In 1985 an unknown french software house, the Loriciels (or Loriciel, depending on brand problems happened in 1990) created a new type of game, the first in order of the horror-splatter game genre. That game was Infernal Runner.
I apologize about some images, from the Amstrad version. This is because I realized it is very difficult to find informations about this game. But in my head it still remains as a game milestone, because of its killing gameplay, a sort of “neverending game”. Speaking about the game, it’s difficult to estabilish which was the first version produced, because on the Internet some websites tell that the first was the C64 one, and other sites tell the first one was the CPC. So it’s hard to say.

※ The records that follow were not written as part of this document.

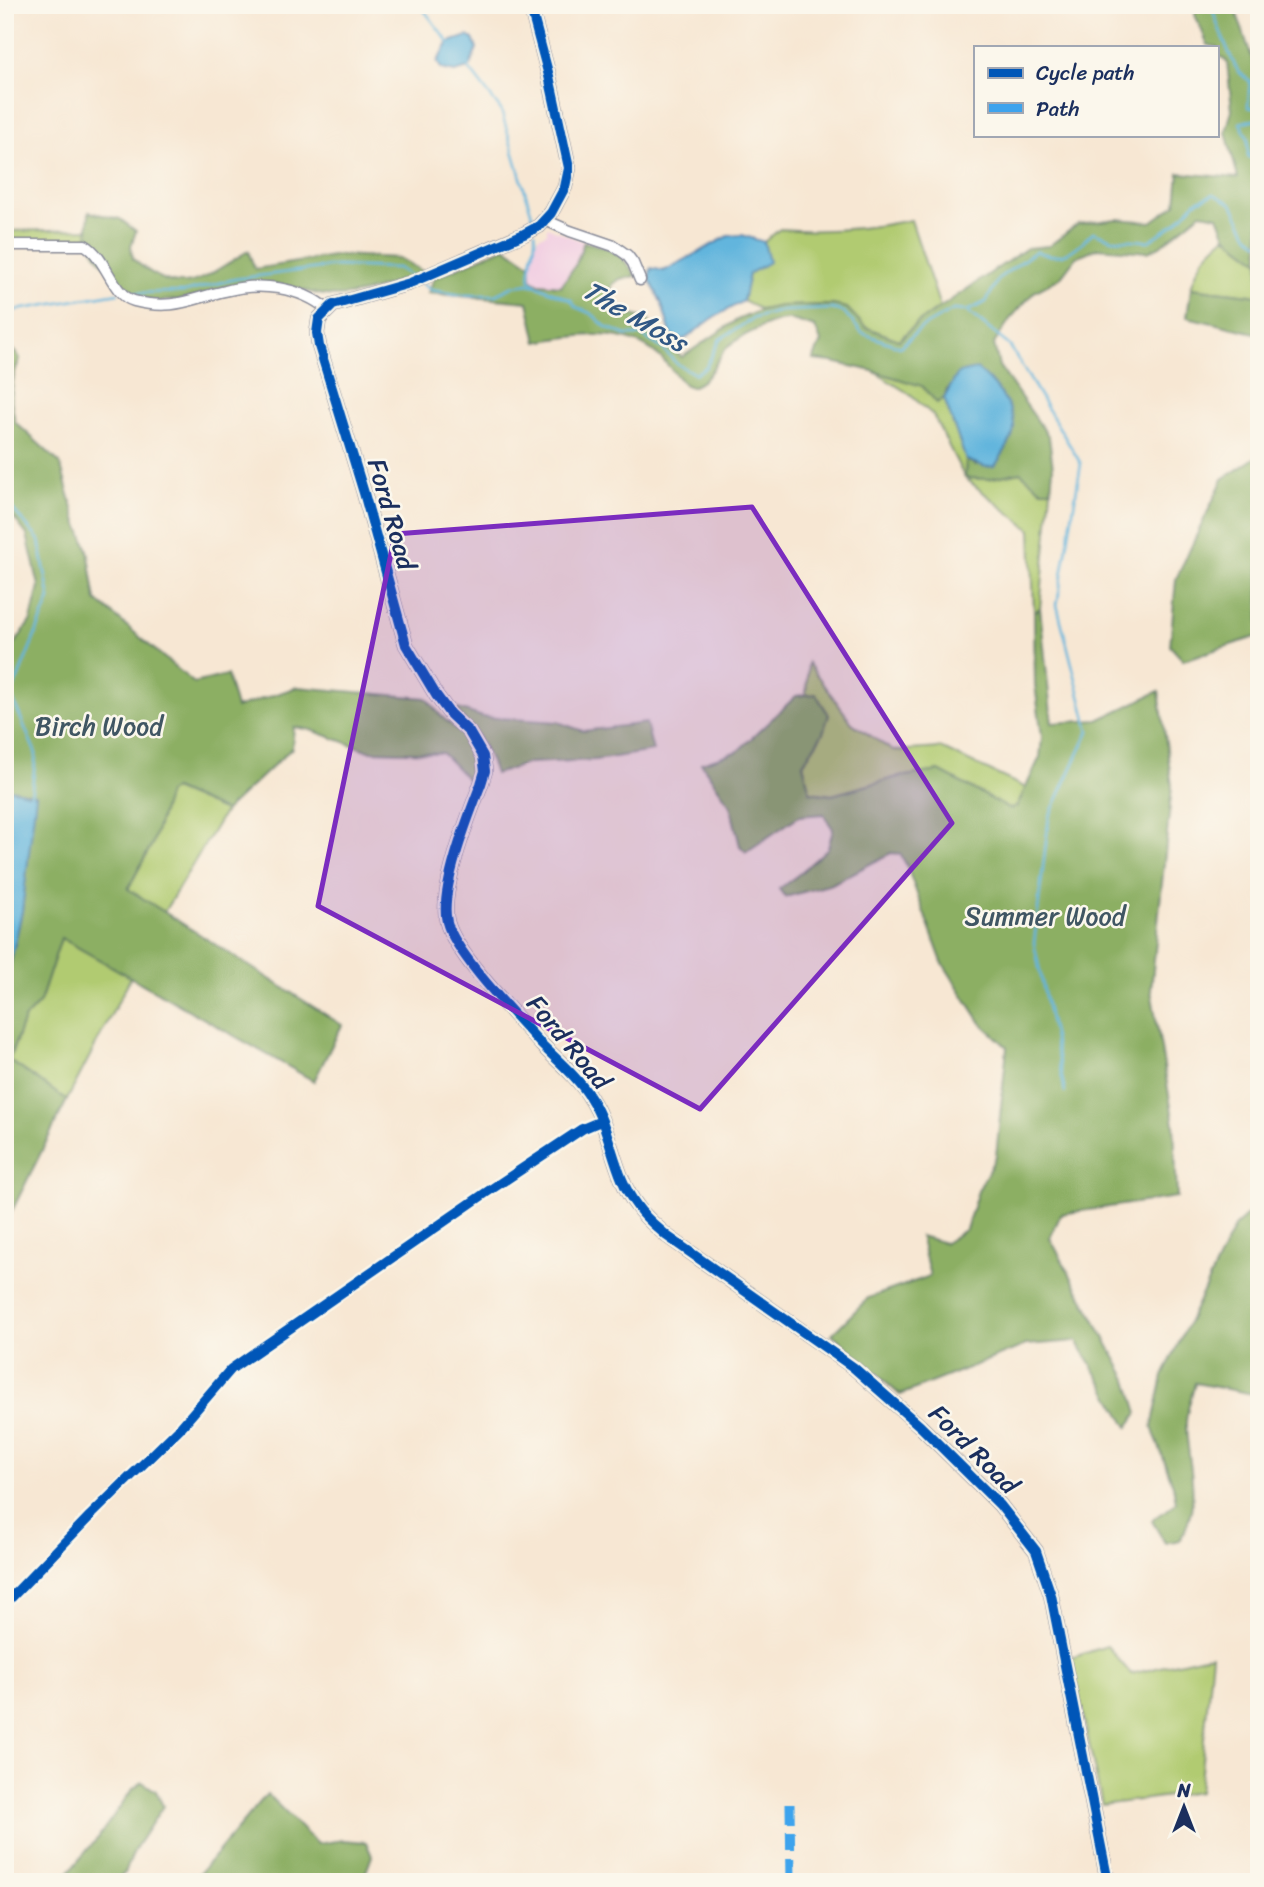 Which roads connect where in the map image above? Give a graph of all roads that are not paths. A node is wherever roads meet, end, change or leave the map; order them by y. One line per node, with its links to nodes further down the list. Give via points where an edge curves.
1 (530, 5): 2 (street, via 569,159 565,187)
2 (538, 226): 4 (street, via 614,246 627,255); 5 (street, via 428,276)
3 (5, 245): 5 (street, via 86,245 124,297 134,301 170,305 263,286 299,293)
4 (640, 280)
5 (328, 310): 6 (street, Ford Road, via 317,325 319,346 406,645 436,695 469,732 483,756 485,771 453,868 446,908 452,934 515,1015 586,1090 627,1190 646,1217 874,1384 1000,1505 1036,1551 1051,1595)
6 (1108, 1882)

Infernal is a multidirectional platform game, in which our player has to escape from a sort of prison, a closed house with no exits. To escape from that prison he needs to use platforms, lifts, ladders, ropes and whatever, to capture all the keys (useful to open the sarcophagus) and finally go out. At this point the explanation seem to be simple, but troubles are just around the corner.
The house is full of traps, bad keys and doors, moving walls, and the “weapons”, special stuffs that the owner left in the game area. Those weapons will activate by the player with a mistake, by a bad key captured, or by moving a lever. This is the center of the in-game-spirit: the horror and platter soul. Anytime our hero dies, the blood floods on the screen: when the player is mashed between 2 walls, burnt by a laser, punctured by a piercing tip. And everytime we have a river of blood.

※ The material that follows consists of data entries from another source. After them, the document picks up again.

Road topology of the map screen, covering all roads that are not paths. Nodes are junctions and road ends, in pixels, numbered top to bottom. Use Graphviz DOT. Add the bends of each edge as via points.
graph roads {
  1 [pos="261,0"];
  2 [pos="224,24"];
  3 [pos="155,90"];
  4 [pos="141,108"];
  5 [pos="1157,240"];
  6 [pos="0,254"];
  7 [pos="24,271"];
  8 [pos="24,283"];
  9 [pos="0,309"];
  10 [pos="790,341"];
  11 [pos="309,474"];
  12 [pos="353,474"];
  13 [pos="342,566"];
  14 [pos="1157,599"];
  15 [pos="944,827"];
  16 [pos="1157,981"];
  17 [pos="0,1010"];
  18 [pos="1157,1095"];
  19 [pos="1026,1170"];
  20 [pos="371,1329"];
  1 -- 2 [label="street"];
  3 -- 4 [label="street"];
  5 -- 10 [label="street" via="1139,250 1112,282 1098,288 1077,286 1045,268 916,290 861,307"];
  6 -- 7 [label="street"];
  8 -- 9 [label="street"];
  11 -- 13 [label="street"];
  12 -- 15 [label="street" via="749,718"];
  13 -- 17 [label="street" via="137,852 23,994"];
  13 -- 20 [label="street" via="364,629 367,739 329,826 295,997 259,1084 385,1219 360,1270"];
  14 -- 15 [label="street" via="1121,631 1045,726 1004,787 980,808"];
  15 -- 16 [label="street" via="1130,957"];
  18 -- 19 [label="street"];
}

So, a very bloody and violent game; but also a game with puzzles to solve, with directions to find, tricks to learn and use. I played this game for a long long time, before understanding the way to finish. But finally I understood that the game has no end: the moment you finally go out from the prison, an ambulance knocks down our hero and take back him to the….house!!!
Those french programmers have done it!! So it’s the moment to talk about the in-game programming. The game was full of colors, but very “blocky”, and the animation wasn’t so sharp. The head of our hero was not well designed, he ad a sort of “tupè” on his hair, or it was surely a bad haircut (hahaha) The Amstrad version had more colours, but programmers could do better. The best part was of course the music, the best hypnotic mood I’ve ever listened to. It was so amazing, it forced you to continue playing the game until the end, or to discover where the lift takes you (I think most of you thought that it was the lift to the exit).